Ben isn’t kidding when he says our honeymoon almost killed us. If you’re trying to think of ways to grow closer as a couple, I recommend sharing the risk of death. It works for army buddies all the time, think what it can do for you!

When it was just the two of us trapped in a life-threatening situation for what felt like hours, only what was important stayed afloat. Everything else sank quickly away. All that mattered was that Ben stay alive, and (to an oddly secondary degree) that I stay alive, too. But that we be together, no matter what happened. And together we finally made it through those back roads of Alabama and the fear of death by backwoods serial killer.

We can joke about it now but it really was the most afraid and helpless I’ve ever been. We hadn’t been married two full years, and now the man of my dreams had been swept out so far from me I couldn’t see him. At one point I thought he’d drowned. Not able to swim myself, I was kept on the water’s surface by a thin slab of foam.

When a wave knocked me off of it and I went under, I realized a number of things: (1) it would be too comically tragic for our marriage to end this way, dying on our honeymoon, (2) drowning wouldn’t be as terrible a death as I’d always imagined, and (3) … oh. The body board was strapped to my wrist. Pulling myself back onto the board was easily managed.
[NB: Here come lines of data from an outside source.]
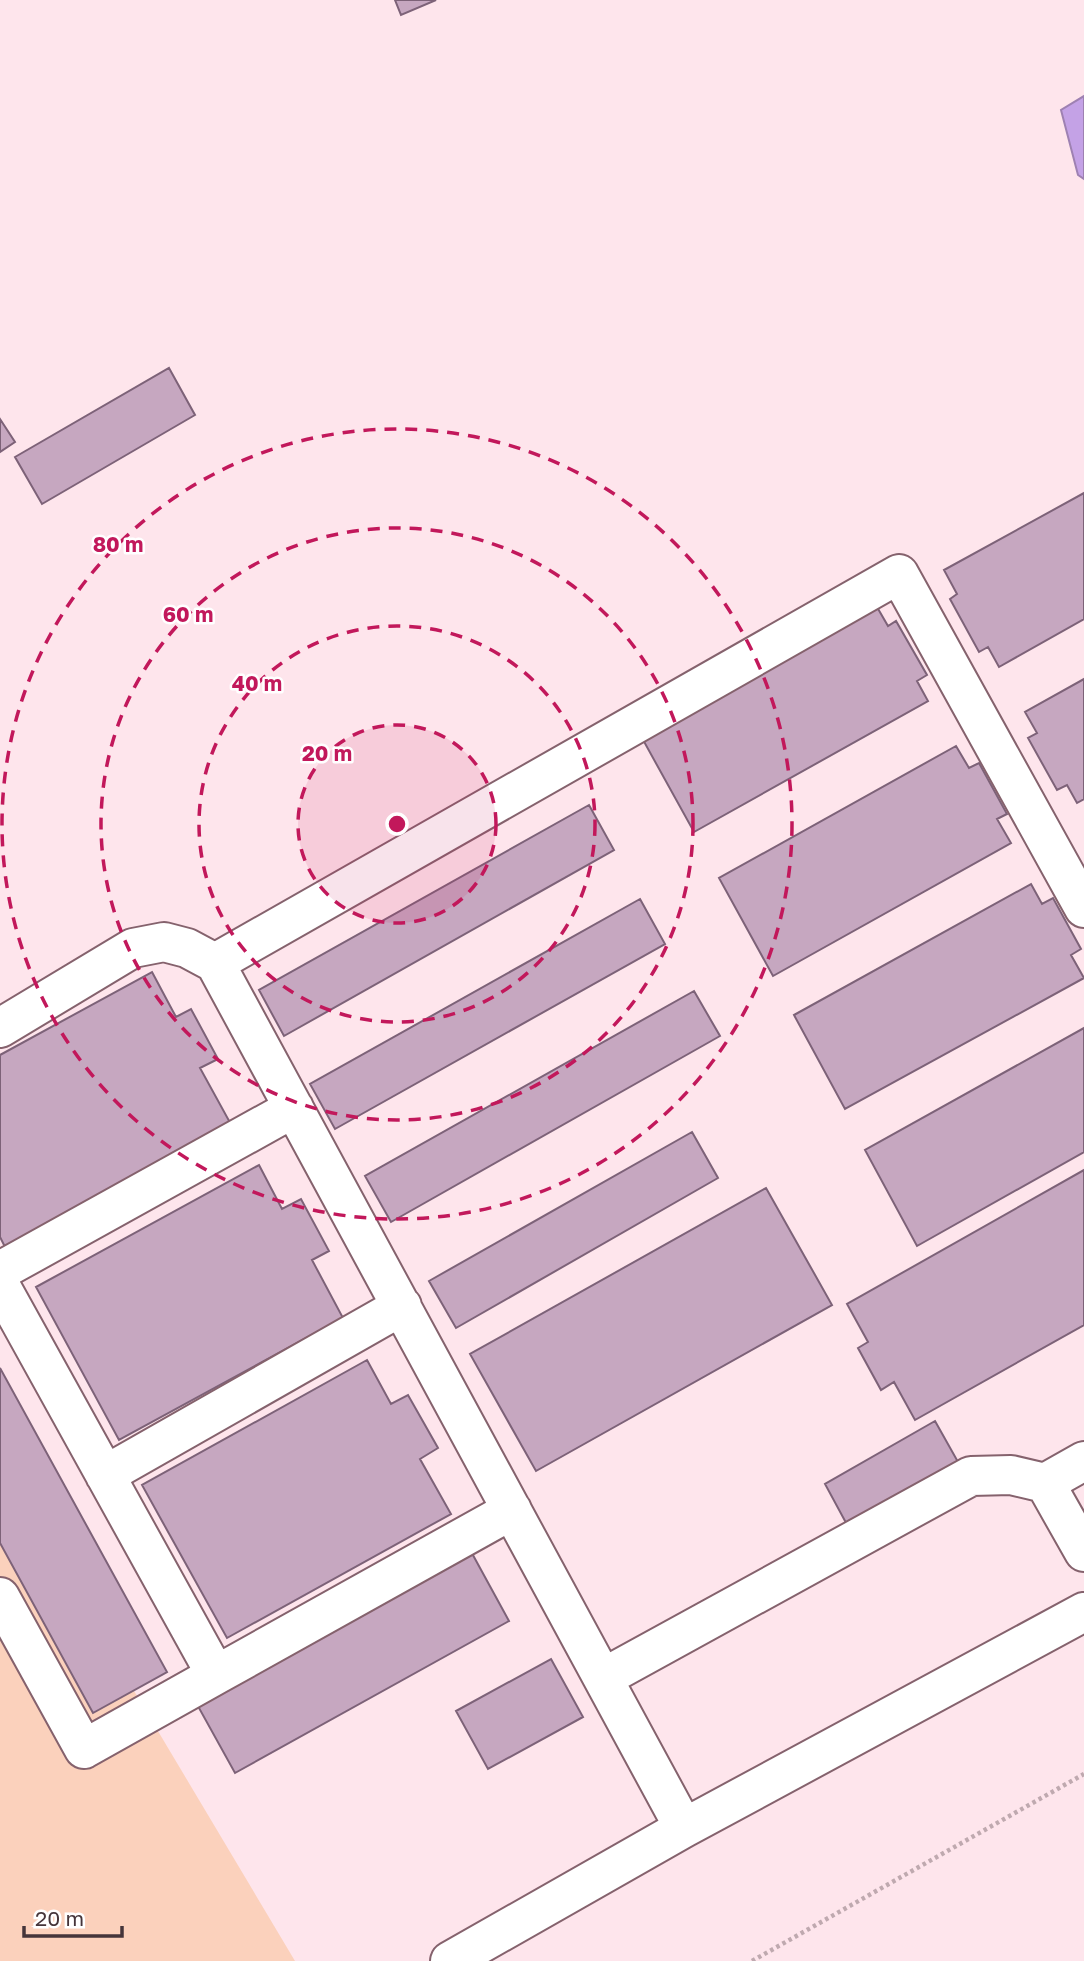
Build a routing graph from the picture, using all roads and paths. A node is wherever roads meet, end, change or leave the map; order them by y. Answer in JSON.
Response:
{"nodes":[{"id":1,"x":1084,"y":908,"type":"edge"},
{"id":2,"x":215,"y":963,"type":"junction"},
{"id":3,"x":0,"y":1028,"type":"edge"},
{"id":4,"x":294,"y":1108,"type":"junction"},
{"id":5,"x":0,"y":1271,"type":"edge"},
{"id":6,"x":0,"y":1285,"type":"edge"},
{"id":7,"x":402,"y":1306,"type":"junction"},
{"id":8,"x":1084,"y":1461,"type":"edge"},
{"id":9,"x":105,"y":1475,"type":"junction"},
{"id":10,"x":1045,"y":1483,"type":"junction"},
{"id":11,"x":512,"y":1510,"type":"junction"},
{"id":12,"x":1084,"y":1552,"type":"edge"},
{"id":13,"x":0,"y":1597,"type":"edge"},
{"id":14,"x":1084,"y":1612,"type":"edge"},
{"id":15,"x":216,"y":1675,"type":"junction"},
{"id":16,"x":603,"y":1678,"type":"junction"},
{"id":17,"x":1084,"y":1774,"type":"edge"},
{"id":18,"x":684,"y":1828,"type":"junction"},
{"id":19,"x":450,"y":1961,"type":"edge"},
{"id":20,"x":752,"y":1961,"type":"edge"}],
"edges":[{"from":1,"to":2,"type":"lane"},
{"from":2,"to":3,"type":"lane"},
{"from":2,"to":4,"type":"lane"},
{"from":4,"to":5,"type":"lane"},
{"from":4,"to":7,"type":"lane"},
{"from":6,"to":9,"type":"lane"},
{"from":7,"to":9,"type":"lane"},
{"from":7,"to":11,"type":"lane"},
{"from":8,"to":10,"type":"lane"},
{"from":9,"to":15,"type":"lane"},
{"from":10,"to":12,"type":"lane"},
{"from":10,"to":16,"type":"lane"},
{"from":11,"to":15,"type":"lane"},
{"from":11,"to":16,"type":"lane"},
{"from":13,"to":15,"type":"lane"},
{"from":14,"to":18,"type":"lane"},
{"from":16,"to":18,"type":"lane"},
{"from":17,"to":20,"type":"path"},
{"from":18,"to":19,"type":"lane"}]}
From the outside, it would probably seem silly that we went body surfing in the Gulf of Mexico on a red flag day, especially since one of us can’t swim, but it’s in keeping with the way Ben and I tumble through life. We’re equal parts preparation and madcappery, and it’s as comfortable as an oversized sweater, as thrilling as a sale on cheese.

But seriously, do not listen to your GPS if it tries to route you through the back roads of Alabama. You stay on the widest roads you can find and you keep driving until you hit the state line.